→ **What you will do**
Please copy each line of the data that includes the string "name".

→ **Supplied data**
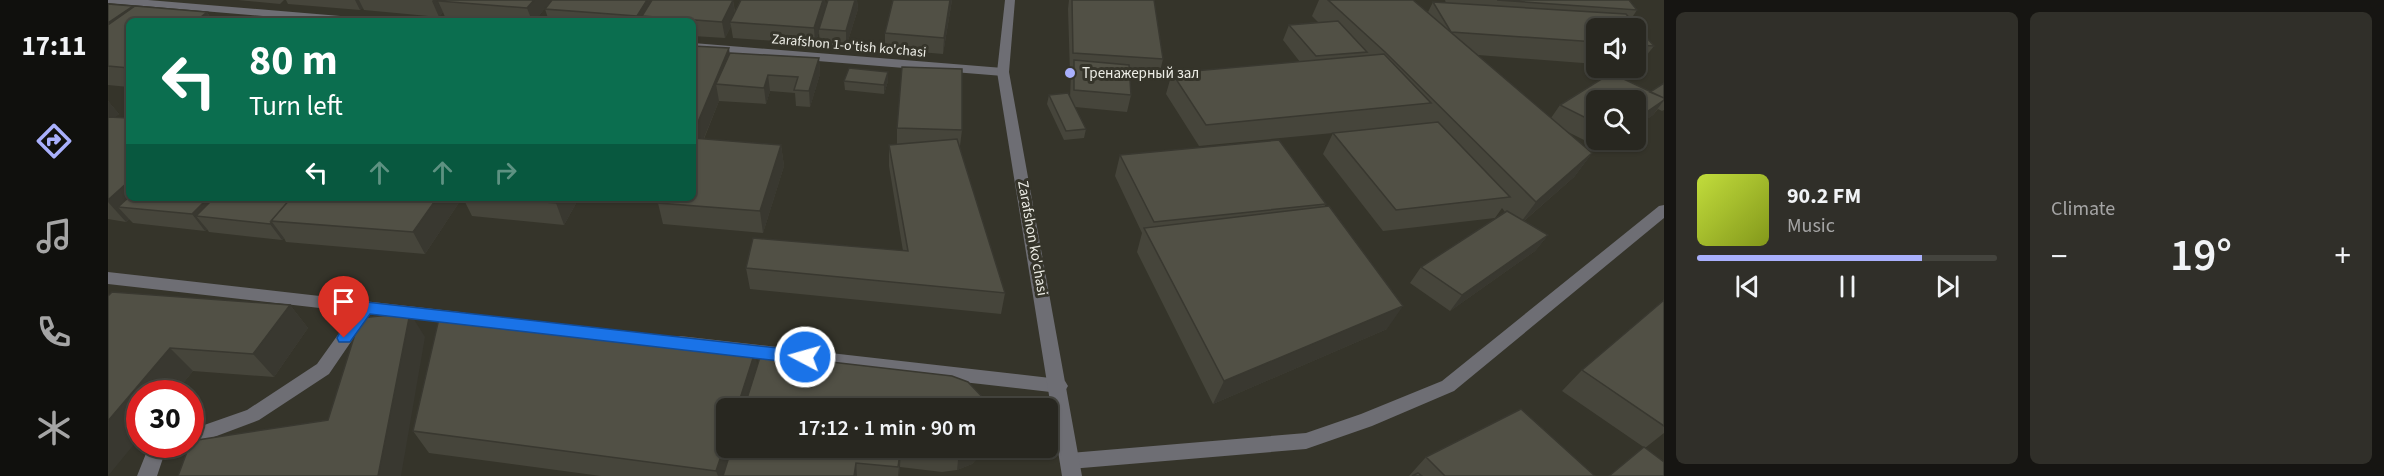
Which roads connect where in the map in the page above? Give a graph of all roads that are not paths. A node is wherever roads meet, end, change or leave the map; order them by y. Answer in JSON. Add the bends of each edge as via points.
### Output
{"nodes":[{"id":1,"x":108,"y":0,"type":"edge"},
{"id":2,"x":1010,"y":0,"type":"edge"},
{"id":3,"x":327,"y":18,"type":"edge"},
{"id":4,"x":696,"y":47,"type":"edge"},
{"id":5,"x":1003,"y":72,"type":"junction"},
{"id":6,"x":1664,"y":210,"type":"edge"},
{"id":7,"x":108,"y":278,"type":"edge"},
{"id":8,"x":366,"y":308,"type":"junction"},
{"id":9,"x":472,"y":320,"type":"edge"},
{"id":10,"x":660,"y":341,"type":"edge"},
{"id":11,"x":1059,"y":386,"type":"junction"},
{"id":12,"x":204,"y":433,"type":"edge"},
{"id":13,"x":154,"y":458,"type":"edge"},
{"id":14,"x":1071,"y":468,"type":"edge"},
{"id":15,"x":147,"y":476,"type":"edge"}],
"edges":[{"from":1,"to":3,"type":"street"},
{"from":2,"to":5,"type":"street","name":"Zarafshon ko'chasi"},
{"from":4,"to":5,"type":"street","name":"Zarafshon 1-o'tish ko'chasi"},
{"from":5,"to":11,"type":"street","name":"Zarafshon ko'chasi"},
{"from":6,"to":14,"type":"street","via":[[1448,387],[1306,441]]},
{"from":7,"to":8,"type":"street"},
{"from":8,"to":9,"type":"street"},
{"from":8,"to":12,"type":"street","via":[[322,369],[254,415]]},
{"from":10,"to":11,"type":"street"},
{"from":11,"to":14,"type":"street","name":"Zarafshon ko'chasi"},
{"from":13,"to":15,"type":"street"}]}
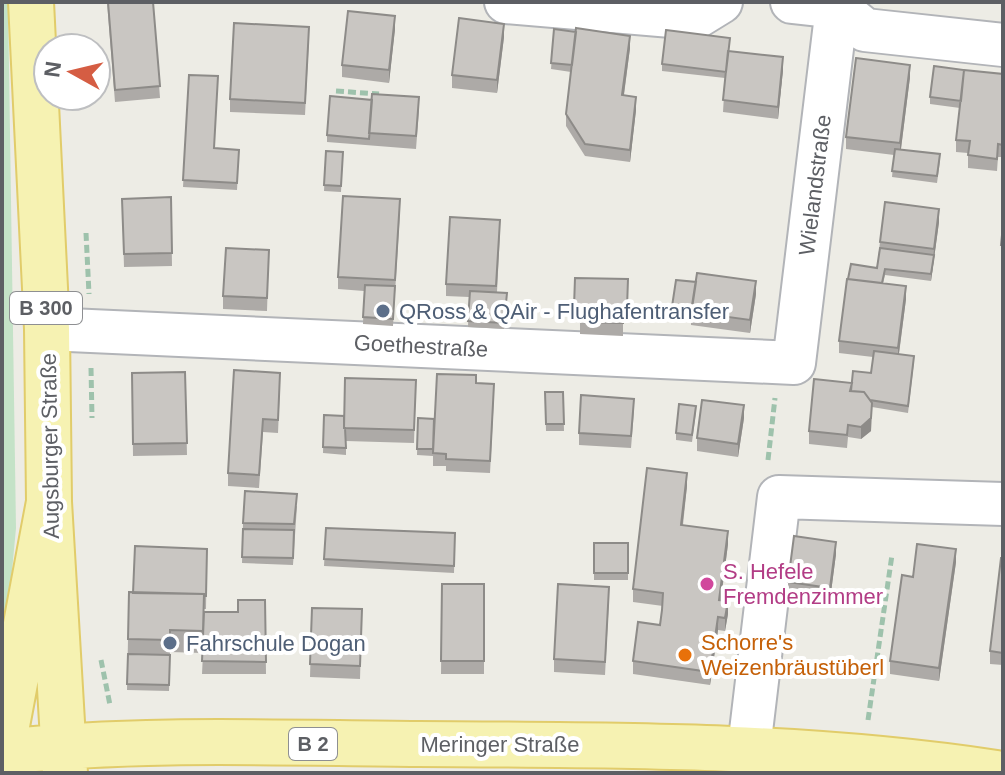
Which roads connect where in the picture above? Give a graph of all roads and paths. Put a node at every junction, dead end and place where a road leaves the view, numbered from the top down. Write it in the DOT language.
graph roads {
  1 [pos="31,2"];
  2 [pos="506,2"];
  3 [pos="721,2"];
  4 [pos="792,2"];
  5 [pos="837,7"];
  6 [pos="1003,45"];
  7 [pos="336,91"];
  8 [pos="392,96"];
  9 [pos="47,329"];
  10 [pos="794,363"];
  11 [pos="779,497"];
  12 [pos="49,502"];
  13 [pos="1003,504"];
  14 [pos="892,555"];
  15 [pos="867,724"];
  16 [pos="749,748"];
  17 [pos="2,752"];
  18 [pos="66,759"];
  19 [pos="996,773"];
  1 -- 9 [label="main road, Augsburger Straße / B 300"];
  2 -- 3 [label="street"];
  4 -- 5 [label="street"];
  5 -- 6 [label="street"];
  5 -- 10 [label="street, Wielandstraße"];
  7 -- 8 [label="path"];
  9 -- 10 [label="street, Goethestraße"];
  9 -- 12 [label="main road, Augsburger Straße / B 300"];
  10 -- 11 [label="path"];
  11 -- 13 [label="street"];
  11 -- 16 [label="street"];
  12 -- 17 [label="main road, B 300"];
  12 -- 18 [label="main road, Augsburger Straße / B 300"];
  14 -- 15 [label="path"];
  16 -- 18 [label="main road, Meringer Straße / B 2"];
  16 -- 19 [label="main road, Meringer Straße / B 2"];
  17 -- 18 [label="main road, Meringer Straße"];
}
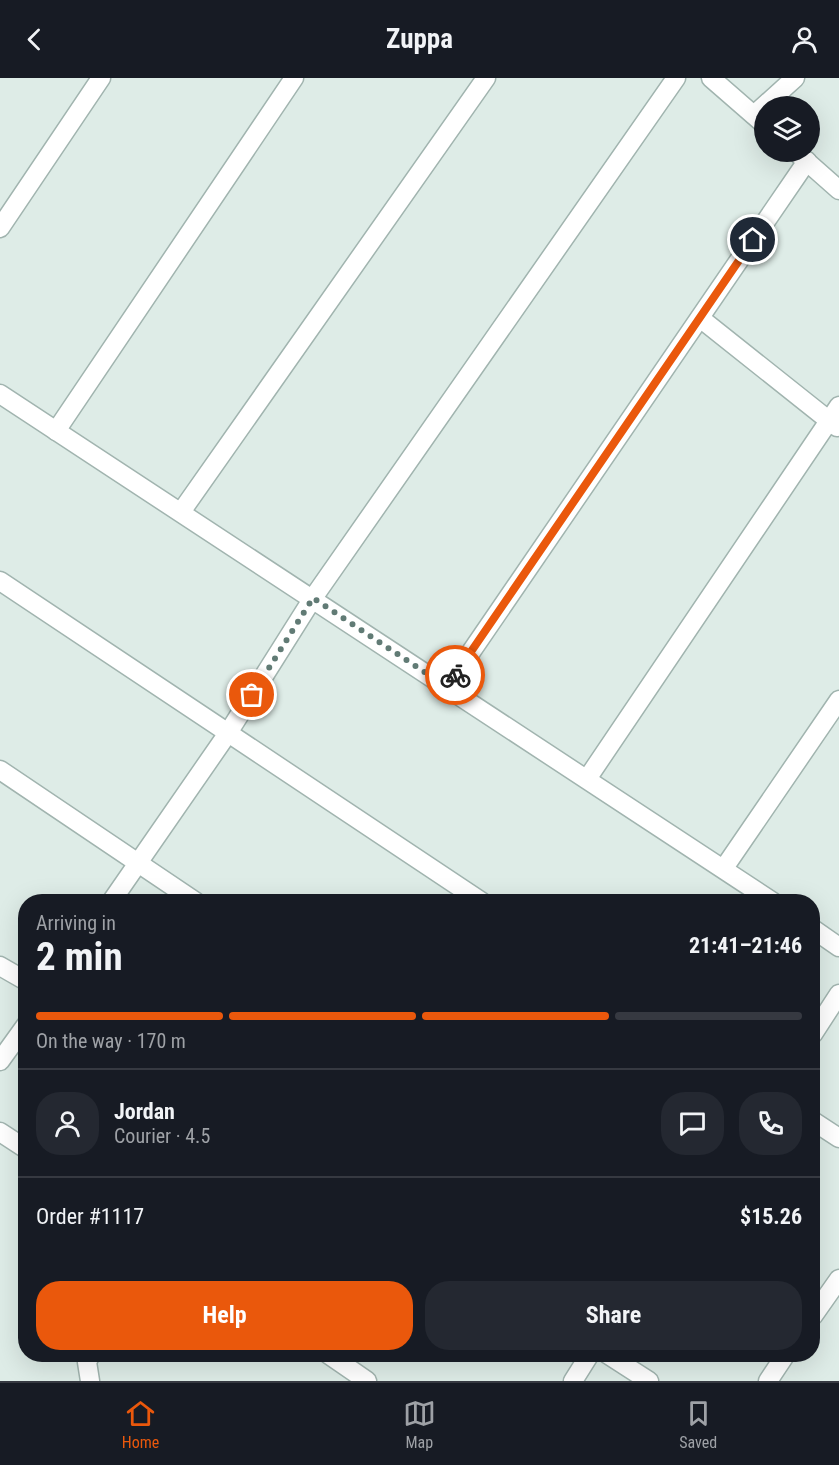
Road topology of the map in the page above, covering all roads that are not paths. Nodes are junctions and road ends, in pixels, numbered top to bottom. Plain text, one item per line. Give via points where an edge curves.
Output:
1 (101, 78) edge
2 (294, 78) edge
3 (486, 78) edge
4 (676, 78) edge
5 (711, 78) edge
6 (795, 78) edge
7 (780, 96) edge
8 (754, 115) edge
9 (797, 162) edge
10 (808, 162) edge
11 (839, 190) edge
12 (0, 228) edge
13 (700, 318) junction
14 (0, 394) edge
15 (836, 418) edge
16 (56, 431) junction
17 (181, 512) junction
18 (0, 581) edge
19 (313, 598) junction
20 (447, 687) junction
21 (839, 700) edge
22 (228, 734) junction
23 (0, 770) edge
24 (587, 779) junction
25 (137, 862) junction
26 (724, 868) junction
27 (116, 894) edge
28 (184, 894) edge
29 (470, 894) edge
30 (761, 894) edge
31 (820, 934) edge
32 (839, 947) edge
33 (0, 966) edge
34 (18, 976) edge
35 (839, 994) edge
36 (820, 1023) edge
37 (18, 1036) edge
38 (0, 1061) edge
39 (820, 1125) edge
40 (0, 1132) edge
41 (839, 1138) edge
42 (18, 1144) edge
43 (839, 1279) edge
44 (820, 1306) edge
45 (87, 1362) edge
46 (340, 1362) edge
47 (585, 1362) edge
48 (619, 1362) edge
49 (781, 1362) edge
50 (90, 1381) edge
51 (367, 1381) edge
52 (573, 1381) edge
53 (649, 1381) edge
54 (768, 1381) edge

1 - 12 street
2 - 16 street
3 - 17 street
4 - 19 street
5 - 8 street
6 - 7 street
9 - 13 street
10 - 11 street
13 - 15 street
13 - 20 street
14 - 16 street
15 - 24 street
16 - 17 street
17 - 19 street
18 - 22 street
19 - 20 street
19 - 22 street
20 - 24 street
21 - 26 street
22 - 25 street
22 - 29 street
23 - 25 street
24 - 26 street
25 - 27 street
25 - 28 street
26 - 30 street
31 - 32 street
33 - 34 street
35 - 36 street
37 - 38 street
39 - 41 street
40 - 42 street
43 - 44 street
45 - 50 street
46 - 51 street
47 - 52 street
48 - 53 street
49 - 54 street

→ **Answer to this problem**
{"from":2,"to":5,"type":"street","name":"Zarafshon ko'chasi"},
{"from":4,"to":5,"type":"street","name":"Zarafshon 1-o'tish ko'chasi"},
{"from":5,"to":11,"type":"street","name":"Zarafshon ko'chasi"},
{"from":11,"to":14,"type":"street","name":"Zarafshon ko'chasi"},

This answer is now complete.